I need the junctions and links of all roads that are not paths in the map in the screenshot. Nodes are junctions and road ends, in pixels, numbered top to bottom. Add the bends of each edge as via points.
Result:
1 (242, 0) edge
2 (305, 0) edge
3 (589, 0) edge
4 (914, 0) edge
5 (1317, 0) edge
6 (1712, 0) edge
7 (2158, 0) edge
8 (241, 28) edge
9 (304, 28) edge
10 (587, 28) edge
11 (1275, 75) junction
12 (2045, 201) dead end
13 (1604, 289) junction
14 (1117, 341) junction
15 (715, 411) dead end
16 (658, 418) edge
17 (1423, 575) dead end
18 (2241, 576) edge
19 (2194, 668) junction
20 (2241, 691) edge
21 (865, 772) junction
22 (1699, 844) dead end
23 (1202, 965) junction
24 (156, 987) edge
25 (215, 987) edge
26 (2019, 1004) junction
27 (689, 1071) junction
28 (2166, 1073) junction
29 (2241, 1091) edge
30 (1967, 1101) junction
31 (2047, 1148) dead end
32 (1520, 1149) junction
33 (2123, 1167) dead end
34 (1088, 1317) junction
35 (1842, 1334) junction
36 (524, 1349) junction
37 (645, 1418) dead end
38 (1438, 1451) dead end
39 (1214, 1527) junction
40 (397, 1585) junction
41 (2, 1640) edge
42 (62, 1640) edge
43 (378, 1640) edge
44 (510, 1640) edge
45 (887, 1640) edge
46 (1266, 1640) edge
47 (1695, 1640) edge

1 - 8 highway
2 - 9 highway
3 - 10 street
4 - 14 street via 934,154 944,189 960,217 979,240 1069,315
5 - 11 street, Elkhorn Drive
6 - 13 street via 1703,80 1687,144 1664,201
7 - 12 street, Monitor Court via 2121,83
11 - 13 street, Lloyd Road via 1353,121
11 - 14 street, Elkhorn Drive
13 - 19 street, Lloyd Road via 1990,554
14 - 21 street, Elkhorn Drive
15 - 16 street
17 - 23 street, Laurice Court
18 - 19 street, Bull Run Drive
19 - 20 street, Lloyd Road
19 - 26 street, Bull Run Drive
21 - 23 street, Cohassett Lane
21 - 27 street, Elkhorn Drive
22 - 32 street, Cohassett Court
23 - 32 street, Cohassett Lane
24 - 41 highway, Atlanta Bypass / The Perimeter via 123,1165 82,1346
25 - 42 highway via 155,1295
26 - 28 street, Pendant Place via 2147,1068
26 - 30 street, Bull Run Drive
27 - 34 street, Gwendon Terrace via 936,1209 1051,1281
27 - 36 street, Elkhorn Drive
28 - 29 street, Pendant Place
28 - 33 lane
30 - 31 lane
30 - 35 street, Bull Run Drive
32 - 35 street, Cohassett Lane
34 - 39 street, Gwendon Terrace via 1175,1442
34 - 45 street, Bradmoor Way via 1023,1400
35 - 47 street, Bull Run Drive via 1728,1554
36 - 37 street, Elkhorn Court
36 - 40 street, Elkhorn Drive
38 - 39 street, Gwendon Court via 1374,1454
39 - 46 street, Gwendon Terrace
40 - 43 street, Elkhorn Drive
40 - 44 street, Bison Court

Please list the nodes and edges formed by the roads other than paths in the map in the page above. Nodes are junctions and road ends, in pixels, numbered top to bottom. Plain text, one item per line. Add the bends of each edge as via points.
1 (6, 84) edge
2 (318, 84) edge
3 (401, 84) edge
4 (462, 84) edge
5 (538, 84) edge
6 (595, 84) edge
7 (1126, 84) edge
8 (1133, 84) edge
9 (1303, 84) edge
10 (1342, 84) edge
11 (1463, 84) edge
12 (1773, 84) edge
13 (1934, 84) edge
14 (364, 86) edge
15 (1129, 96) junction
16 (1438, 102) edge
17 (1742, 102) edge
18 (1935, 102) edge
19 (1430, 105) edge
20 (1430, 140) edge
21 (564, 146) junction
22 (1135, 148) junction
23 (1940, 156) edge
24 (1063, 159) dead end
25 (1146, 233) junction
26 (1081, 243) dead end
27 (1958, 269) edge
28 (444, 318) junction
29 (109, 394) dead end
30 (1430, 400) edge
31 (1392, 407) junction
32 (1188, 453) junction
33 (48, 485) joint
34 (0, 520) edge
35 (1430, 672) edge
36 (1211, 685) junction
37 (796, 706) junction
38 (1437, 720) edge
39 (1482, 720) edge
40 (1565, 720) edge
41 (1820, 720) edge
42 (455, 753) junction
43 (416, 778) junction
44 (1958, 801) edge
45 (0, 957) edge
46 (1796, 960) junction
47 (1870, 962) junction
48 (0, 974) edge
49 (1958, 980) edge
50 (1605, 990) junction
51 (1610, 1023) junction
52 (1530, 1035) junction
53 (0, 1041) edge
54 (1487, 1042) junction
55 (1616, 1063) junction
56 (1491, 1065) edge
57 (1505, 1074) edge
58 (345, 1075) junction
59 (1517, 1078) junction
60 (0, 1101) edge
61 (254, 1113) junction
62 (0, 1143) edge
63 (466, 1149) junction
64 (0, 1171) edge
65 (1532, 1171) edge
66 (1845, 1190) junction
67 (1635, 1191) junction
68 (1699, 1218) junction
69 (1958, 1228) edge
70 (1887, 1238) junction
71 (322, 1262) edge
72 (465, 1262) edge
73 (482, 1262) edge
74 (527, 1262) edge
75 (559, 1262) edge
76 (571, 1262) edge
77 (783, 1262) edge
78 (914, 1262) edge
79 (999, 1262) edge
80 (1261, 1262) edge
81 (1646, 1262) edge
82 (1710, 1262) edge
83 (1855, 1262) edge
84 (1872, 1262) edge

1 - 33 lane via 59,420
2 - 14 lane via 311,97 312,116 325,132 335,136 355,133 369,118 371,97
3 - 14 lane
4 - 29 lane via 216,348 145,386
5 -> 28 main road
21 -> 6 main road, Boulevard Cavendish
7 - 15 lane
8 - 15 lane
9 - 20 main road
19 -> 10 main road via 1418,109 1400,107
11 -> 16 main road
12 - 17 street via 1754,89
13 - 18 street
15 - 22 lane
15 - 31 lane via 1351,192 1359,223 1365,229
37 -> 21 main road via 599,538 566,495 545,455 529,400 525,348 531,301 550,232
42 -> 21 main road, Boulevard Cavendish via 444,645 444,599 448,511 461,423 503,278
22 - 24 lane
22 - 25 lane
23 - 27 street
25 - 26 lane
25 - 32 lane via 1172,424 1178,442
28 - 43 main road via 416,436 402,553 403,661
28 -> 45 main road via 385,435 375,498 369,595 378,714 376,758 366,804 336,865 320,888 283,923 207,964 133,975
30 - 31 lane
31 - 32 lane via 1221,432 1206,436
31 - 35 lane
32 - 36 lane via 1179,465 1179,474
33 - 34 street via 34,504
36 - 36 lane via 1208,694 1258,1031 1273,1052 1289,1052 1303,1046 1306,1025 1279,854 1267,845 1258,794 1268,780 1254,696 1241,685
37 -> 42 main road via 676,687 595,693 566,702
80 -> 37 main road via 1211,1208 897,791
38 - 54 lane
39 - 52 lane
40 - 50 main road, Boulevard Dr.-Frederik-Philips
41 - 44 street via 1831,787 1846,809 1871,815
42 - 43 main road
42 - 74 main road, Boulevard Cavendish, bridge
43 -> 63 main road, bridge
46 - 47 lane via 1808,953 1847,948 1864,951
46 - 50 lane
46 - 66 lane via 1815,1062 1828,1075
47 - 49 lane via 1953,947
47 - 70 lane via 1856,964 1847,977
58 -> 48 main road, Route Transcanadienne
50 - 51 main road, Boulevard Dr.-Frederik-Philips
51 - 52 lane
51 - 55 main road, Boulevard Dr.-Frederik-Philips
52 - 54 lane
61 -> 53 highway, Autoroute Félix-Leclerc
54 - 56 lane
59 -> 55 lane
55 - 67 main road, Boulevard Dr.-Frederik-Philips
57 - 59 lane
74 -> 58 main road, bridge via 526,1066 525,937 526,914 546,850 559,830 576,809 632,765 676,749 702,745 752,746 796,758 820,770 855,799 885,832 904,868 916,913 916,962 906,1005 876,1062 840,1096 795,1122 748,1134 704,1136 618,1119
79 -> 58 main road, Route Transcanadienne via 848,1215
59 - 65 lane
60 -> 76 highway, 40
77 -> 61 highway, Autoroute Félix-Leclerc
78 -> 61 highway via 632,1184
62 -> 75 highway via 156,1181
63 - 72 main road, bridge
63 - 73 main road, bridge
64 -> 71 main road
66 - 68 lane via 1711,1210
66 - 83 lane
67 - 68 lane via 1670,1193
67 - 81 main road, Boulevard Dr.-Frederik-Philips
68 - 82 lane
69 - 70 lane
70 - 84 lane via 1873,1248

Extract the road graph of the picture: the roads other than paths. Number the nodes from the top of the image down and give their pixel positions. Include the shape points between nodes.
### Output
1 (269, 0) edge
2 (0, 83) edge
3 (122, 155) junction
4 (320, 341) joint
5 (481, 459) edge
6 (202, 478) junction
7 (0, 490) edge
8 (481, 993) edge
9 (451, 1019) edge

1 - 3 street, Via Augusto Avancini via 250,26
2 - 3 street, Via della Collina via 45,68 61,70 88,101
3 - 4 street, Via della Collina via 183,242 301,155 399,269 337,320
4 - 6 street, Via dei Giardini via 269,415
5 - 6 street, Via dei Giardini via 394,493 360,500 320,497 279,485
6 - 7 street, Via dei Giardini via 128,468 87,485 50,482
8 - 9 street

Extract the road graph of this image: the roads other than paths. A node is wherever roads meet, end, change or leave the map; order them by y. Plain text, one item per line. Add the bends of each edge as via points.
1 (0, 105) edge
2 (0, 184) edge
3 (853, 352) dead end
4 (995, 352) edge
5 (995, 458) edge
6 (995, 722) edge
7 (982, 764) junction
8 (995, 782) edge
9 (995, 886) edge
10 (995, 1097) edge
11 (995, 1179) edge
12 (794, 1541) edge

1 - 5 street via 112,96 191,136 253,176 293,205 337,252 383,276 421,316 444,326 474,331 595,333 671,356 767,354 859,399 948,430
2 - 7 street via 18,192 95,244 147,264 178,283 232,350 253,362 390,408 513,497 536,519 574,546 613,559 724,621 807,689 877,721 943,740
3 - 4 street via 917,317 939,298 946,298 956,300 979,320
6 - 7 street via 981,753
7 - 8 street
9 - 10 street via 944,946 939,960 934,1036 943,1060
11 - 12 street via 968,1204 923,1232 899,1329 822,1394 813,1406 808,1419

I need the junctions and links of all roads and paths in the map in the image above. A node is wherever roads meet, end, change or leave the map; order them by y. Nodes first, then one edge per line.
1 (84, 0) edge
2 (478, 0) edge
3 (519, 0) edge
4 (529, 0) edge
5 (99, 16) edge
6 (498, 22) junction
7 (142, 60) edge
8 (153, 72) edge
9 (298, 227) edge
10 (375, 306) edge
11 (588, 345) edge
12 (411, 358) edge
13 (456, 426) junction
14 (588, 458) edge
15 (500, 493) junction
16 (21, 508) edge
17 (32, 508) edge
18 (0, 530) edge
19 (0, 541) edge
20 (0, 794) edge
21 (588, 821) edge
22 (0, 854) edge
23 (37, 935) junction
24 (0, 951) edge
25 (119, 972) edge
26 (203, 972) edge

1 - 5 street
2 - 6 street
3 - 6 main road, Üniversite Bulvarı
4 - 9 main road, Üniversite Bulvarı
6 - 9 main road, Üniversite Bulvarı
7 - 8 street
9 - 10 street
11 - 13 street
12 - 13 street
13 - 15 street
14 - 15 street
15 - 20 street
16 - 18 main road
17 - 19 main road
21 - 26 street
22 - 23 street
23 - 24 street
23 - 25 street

▬▬▬▬▬▬▬▬▬▬

• Aim of the exercise
When a line of the material holds the string "above", copy that line.

• Completed task
Please list the nodes and edges formed by the roads other than paths in the map in the page above. Nodes are junctions and road ends, in pixels, numbered top to bottom. Plain text, one item per line. Add the bends of each edge as via points.
I need the junctions and links of all roads and paths in the map in the image above. A node is wherever roads meet, end, change or leave the map; order them by y. Nodes first, then one edge per line.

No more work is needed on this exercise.